Indian businesswoman

Minnie Bodhanwala is an Indian business executive, entrepreneur and a dentist. She is the CEO of Nowrosjee Wadia Maternity Hospital and Bai Jerbai Wadia Hospital for Children in Mumbai. Bodhanwala is a board member and director of several Wadia Group organizations and companies. Her current appointment includes trustee of Sir Ness Wadia Foundation and advisor to the chairman for CSR and Modern Education society.
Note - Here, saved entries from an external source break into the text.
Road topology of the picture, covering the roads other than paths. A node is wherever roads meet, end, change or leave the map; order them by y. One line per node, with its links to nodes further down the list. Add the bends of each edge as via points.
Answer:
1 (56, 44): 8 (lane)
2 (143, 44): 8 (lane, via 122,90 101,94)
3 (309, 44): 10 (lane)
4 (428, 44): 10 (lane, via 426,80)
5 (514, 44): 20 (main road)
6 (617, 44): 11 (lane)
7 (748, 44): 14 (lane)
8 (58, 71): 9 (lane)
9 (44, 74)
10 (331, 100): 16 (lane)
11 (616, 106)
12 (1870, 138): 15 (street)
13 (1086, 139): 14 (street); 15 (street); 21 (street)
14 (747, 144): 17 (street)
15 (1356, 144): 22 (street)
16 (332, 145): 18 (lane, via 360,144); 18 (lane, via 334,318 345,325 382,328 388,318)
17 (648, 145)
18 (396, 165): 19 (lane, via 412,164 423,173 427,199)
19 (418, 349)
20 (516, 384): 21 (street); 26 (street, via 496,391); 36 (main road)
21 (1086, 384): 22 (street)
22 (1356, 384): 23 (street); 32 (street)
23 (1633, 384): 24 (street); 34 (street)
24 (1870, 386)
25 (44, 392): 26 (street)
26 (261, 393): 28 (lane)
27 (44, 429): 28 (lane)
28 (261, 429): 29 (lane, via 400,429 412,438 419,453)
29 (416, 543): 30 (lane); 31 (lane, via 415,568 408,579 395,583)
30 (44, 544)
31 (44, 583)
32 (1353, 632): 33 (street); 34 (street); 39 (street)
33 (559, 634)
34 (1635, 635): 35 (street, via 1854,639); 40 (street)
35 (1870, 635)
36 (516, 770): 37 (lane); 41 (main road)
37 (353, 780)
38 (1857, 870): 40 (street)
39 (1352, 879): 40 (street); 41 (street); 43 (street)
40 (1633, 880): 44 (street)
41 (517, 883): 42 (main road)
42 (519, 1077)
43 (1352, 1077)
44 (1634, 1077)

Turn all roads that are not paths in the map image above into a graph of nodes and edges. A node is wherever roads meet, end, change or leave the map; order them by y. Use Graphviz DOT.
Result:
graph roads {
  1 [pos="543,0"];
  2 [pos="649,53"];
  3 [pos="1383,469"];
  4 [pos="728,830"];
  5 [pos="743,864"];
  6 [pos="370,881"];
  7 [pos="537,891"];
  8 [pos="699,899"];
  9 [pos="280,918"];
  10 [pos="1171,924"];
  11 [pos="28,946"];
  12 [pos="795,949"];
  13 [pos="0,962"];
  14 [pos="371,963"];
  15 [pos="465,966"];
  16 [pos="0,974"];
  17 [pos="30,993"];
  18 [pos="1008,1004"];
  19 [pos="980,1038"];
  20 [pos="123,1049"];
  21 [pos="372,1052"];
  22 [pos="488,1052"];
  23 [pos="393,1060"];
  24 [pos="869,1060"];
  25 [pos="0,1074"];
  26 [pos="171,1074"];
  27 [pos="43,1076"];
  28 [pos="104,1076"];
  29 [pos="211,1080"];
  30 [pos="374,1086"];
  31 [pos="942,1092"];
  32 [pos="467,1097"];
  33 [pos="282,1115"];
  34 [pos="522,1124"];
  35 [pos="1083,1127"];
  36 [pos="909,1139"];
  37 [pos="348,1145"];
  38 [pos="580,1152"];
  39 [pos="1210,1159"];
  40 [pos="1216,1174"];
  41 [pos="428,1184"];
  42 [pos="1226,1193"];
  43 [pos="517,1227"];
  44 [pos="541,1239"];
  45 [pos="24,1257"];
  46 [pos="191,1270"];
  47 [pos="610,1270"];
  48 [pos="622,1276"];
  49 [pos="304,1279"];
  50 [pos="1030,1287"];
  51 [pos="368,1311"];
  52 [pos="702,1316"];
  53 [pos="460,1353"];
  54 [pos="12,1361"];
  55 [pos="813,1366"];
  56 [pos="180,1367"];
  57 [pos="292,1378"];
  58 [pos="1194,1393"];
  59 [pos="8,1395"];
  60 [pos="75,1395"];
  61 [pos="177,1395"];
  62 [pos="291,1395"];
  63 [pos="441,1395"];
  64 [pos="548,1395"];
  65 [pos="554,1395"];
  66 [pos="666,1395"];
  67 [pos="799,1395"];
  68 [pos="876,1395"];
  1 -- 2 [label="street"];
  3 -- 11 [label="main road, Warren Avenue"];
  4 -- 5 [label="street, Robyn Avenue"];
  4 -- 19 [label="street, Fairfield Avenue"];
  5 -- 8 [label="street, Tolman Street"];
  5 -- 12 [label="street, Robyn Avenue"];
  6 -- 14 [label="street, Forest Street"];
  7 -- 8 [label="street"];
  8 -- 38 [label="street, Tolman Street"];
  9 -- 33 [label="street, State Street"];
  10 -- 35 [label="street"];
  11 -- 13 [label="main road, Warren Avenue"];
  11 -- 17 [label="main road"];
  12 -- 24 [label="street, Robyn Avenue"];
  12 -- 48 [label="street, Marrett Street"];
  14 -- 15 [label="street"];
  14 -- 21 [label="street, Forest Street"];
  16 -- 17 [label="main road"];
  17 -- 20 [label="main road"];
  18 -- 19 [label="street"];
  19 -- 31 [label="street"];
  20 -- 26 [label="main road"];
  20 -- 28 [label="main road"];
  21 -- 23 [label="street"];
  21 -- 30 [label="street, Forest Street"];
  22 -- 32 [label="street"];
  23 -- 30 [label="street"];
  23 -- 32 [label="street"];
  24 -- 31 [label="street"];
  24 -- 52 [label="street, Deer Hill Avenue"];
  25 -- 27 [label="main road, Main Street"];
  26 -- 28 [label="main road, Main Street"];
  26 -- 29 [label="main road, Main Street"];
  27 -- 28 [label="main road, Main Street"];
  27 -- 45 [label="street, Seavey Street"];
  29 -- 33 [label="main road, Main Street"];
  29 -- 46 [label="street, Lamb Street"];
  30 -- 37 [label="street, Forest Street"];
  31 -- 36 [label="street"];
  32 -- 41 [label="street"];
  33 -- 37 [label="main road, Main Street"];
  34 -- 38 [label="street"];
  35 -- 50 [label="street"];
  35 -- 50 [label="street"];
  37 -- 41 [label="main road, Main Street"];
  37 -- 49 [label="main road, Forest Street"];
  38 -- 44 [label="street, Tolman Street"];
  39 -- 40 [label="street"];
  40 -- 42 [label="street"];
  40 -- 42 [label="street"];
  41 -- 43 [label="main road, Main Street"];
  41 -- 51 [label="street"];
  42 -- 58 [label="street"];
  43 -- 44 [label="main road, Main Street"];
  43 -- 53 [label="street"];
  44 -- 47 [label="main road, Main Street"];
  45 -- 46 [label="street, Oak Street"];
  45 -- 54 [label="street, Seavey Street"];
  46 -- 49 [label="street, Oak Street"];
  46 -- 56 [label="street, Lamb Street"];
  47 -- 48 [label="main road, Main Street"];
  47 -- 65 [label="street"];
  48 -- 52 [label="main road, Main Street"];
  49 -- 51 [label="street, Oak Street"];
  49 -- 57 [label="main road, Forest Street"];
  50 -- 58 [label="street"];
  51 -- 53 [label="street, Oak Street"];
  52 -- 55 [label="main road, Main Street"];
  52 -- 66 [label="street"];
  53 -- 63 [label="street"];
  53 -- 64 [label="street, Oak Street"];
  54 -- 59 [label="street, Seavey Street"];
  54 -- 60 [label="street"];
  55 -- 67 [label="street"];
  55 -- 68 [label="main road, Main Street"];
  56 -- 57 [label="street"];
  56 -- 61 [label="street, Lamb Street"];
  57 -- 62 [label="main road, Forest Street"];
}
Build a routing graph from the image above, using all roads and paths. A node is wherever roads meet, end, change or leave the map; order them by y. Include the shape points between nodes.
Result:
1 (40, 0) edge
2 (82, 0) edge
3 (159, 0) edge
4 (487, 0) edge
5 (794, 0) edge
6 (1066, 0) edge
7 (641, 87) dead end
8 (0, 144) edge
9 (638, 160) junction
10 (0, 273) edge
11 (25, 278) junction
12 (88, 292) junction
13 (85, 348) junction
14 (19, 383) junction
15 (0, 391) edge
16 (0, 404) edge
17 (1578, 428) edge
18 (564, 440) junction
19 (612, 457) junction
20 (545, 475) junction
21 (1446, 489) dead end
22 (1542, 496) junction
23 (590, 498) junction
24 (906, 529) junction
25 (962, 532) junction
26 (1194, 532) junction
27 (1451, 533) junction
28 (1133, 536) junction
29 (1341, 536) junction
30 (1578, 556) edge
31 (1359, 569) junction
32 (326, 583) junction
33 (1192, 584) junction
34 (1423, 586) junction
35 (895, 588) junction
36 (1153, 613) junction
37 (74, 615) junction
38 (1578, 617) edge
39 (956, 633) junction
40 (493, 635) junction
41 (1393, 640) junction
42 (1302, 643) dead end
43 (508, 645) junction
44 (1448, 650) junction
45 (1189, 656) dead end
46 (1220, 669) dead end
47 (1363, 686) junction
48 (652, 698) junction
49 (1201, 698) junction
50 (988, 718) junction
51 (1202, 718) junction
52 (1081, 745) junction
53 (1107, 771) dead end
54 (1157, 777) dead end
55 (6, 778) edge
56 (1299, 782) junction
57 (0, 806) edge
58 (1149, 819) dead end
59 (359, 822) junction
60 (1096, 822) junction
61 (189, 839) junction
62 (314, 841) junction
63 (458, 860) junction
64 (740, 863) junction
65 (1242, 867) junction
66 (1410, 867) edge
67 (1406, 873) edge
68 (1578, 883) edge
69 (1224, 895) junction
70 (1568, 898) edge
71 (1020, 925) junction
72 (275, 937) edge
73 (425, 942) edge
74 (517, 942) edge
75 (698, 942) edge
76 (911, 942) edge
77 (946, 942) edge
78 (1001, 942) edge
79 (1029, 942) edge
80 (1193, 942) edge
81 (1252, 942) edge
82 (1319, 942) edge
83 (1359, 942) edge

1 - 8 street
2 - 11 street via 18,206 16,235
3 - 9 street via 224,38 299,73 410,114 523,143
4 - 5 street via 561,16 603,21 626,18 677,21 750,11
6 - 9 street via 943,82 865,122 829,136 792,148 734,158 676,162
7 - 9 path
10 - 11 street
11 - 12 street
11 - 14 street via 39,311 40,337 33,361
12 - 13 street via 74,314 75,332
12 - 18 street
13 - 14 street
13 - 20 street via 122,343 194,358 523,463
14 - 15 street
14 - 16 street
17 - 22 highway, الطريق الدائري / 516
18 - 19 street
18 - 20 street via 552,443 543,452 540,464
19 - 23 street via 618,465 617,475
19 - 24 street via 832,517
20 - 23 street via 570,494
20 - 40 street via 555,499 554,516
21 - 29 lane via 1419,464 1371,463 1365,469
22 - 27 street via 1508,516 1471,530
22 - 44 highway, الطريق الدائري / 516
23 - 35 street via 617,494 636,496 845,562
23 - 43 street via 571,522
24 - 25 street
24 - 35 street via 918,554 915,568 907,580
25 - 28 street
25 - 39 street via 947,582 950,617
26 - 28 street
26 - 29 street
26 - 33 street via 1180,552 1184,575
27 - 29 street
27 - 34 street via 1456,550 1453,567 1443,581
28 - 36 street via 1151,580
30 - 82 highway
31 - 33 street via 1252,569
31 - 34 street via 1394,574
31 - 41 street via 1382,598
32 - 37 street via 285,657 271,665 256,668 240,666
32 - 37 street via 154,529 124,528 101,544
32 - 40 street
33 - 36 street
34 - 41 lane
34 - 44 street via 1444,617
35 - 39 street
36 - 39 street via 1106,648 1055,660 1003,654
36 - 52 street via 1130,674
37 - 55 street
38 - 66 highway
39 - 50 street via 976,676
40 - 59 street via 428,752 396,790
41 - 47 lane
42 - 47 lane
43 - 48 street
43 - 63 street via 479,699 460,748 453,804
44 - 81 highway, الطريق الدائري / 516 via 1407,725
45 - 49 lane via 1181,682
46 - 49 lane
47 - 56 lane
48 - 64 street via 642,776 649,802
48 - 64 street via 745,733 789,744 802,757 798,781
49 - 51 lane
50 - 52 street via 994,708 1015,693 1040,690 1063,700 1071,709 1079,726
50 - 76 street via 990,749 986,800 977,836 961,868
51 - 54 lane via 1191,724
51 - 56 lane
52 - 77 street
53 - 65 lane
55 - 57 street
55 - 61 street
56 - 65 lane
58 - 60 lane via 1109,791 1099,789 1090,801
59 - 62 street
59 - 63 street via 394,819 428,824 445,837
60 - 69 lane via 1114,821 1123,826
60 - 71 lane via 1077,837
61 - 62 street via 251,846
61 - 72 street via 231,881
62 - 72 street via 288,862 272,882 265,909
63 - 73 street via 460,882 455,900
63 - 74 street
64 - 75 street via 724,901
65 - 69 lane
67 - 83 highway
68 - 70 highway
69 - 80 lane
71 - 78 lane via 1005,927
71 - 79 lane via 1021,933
==Early life and education==
Bodhanwala was born on 13 January 1963 in Bengaluru. She completed a Bachelor of Dental Surgery and an MBA. Her degrees include MHA, LLB, TQM, FCR, PGQMAHO, DPE (USA), DBA (USA). She holds a Master Black Belt Expert in Six Sigma. She started her career as a dentist with her own clinical practice in 1986, further she was appointed as Principal Dental Surgeon at Western Railway Hospital, Vadodara.

==Board and positions==
- Chief Executive Officer at Wadia Hospitals
- Director at Bombay Dyeing & Mfg. Co. Ltd
- Director at National Peroxide Pvt. Ltd.: Director
- Director at Bombay Burmah Trading Co. Ltd
- Wadia Group: CSR Advisor to Chairman
- Advisor at Hospital on Wheels – Impact India Foundation Medical
- Principal Assessor at NABH
- Internal Counselor at Joint Commission International

==Philanthropy==
Bodhanwala is a member of the Impact India Foundation, where she has set up community projects in dental health for UNDP, UNICEF and WHO for their “Hospital-on-Wheels” project. She launched the Little Hearts Marathon to spread awareness for prevention of cardiac diseases among children. Bodhanwala is known for organising medical camps in the rural areas and education programmes for underprivileged women and children.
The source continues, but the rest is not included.